The Crimea. On the Opposite Side of Freedom
    10 July 2019

    The Crimea. On the Opposite Side of Freedom

    Photo story by Alina Smutko about searches and arrests of the Crimean Tatars

    Two weeks ago in Crimea, the officers of the Federal Security Service of Russia made the most massive searches and arrests of the Crimean Tatars since the annexation. Alina Smutko, the photo journalist of Radio Svoboda, who had been working in the occupied peninsula since 2016 and was forbidden to enter Crimea and Russia for the period of ten years in winter 2019, collected the photo story out of the photographs in her archive. It is about the life of families of the arrested activists.

    “At the end of 2016, I started taking photographs of the spontaneous peaceful protests held next to the courts to support the prisoners. The first family whose photos I took was the family of Ervin Ibrahimov, the activist who had disappeared. Then I met the families of the political prisoners. These photographs show the life of the relatives of the arrested and activists of the Crimean Solidarity movement, the ordinary Crimeans who have sacrificed their own welfare and peace in order to help a neighbour, a colleague, a coreligionist or a stranger.

    In the morning on 27 March this year, officers of the Federal Security Service of the Russian Federation broke into and searched 27 houses in the areas which are densely inhabited by the Crimean Tatars in the vicinity of Simferopol: Kamianka, Strohonivka, Aikavan and Bilohirsk District. Broken doors, total mess inside and terrified families. That was how they looked for the evidence of the Crimean Tatars’ affiliation with Hizb ut-Tahrir al-Islami, the organisation banned in Russia. It is legal in Ukraine and in most world countries.

    Prison trucks, armed men with hidden faces, blocked roads and checkpoints at the entrance to the villages: 20 Crimean Tatars were detained starting from 4 a.m. Next morning, it turned out that three other people were detained. One of those who disappeared that morning, Edem Yaiachykov, still has not been found.

    Most of the arrested are activists from the Crimean Solidarity. The organisation was created on the peninsula after the first arrests in the “case of Hizb ut-Tahrir”. At the time, thirty-one people have been arrested in total. The Crimean Muslims have joined their efforts to help the families of their imprisoned compatriots: they came to the court hearings, found lawyers, brought food to the pre-trial detention centre, took care of 167 children, who turned out to be sort of half orphans. Currently the Crimean Solidarity is almost the only source of information on what is really happening on the annexed peninsula, and its members have been prosecuted, detained and fined. Fifty-four Crimean Muslims, who might be sentenced to five to twenty years or life imprisonment in Russia, are currently behind bars.

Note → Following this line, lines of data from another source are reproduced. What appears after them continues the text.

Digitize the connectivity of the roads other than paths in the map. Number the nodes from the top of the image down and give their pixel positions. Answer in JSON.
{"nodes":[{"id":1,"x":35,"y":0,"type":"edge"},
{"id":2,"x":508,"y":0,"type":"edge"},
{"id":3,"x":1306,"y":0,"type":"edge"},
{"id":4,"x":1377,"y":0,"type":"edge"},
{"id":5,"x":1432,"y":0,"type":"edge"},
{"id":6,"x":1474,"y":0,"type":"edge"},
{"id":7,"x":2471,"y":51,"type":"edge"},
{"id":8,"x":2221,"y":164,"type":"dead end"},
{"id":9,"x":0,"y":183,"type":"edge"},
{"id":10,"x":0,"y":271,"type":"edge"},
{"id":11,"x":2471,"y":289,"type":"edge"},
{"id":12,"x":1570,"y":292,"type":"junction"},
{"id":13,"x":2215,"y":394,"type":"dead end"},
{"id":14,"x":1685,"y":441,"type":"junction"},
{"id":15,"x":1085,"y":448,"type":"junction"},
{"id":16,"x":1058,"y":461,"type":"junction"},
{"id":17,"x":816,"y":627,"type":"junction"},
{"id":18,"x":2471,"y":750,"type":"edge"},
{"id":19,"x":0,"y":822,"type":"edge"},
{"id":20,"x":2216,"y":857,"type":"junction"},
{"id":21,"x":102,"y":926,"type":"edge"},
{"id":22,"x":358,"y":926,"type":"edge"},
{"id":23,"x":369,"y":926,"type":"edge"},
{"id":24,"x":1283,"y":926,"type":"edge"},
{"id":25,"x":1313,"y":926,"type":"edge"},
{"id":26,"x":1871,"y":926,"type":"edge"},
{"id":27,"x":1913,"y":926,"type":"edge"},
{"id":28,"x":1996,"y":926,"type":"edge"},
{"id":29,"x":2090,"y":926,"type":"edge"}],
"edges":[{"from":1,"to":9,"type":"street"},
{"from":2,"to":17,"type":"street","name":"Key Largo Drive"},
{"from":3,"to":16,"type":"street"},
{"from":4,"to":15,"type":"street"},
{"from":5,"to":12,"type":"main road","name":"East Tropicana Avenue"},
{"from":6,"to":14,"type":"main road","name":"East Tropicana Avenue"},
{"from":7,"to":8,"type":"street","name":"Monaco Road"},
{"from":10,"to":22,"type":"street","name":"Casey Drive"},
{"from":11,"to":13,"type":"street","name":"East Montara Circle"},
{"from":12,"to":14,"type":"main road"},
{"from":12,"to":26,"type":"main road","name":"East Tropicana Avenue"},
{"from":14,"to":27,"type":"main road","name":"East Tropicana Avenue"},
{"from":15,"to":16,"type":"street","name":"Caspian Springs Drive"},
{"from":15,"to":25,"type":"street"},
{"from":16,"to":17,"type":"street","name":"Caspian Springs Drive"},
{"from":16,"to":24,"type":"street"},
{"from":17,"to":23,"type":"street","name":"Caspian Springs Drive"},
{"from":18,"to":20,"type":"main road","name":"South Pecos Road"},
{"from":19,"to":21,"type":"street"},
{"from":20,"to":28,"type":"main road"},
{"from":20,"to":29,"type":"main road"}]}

Another person has disappeared.

    The less we speak about the prisoners in Crimea, the fewer chances they have for an exchange or a more lenient punishment; they can simply be beaten to death somewhere in the cell. And tomorrow there will be elections, road accidents or the Eurovision, with no one to remember the Crimeans who have just been imprisoned. I know some of the arrested activists and their wives personally: we worked as colleagues near court buildings, spoke like friends over a cup of tea, so I find it very important to collect the pictures of their freedom I have, piece by piece.”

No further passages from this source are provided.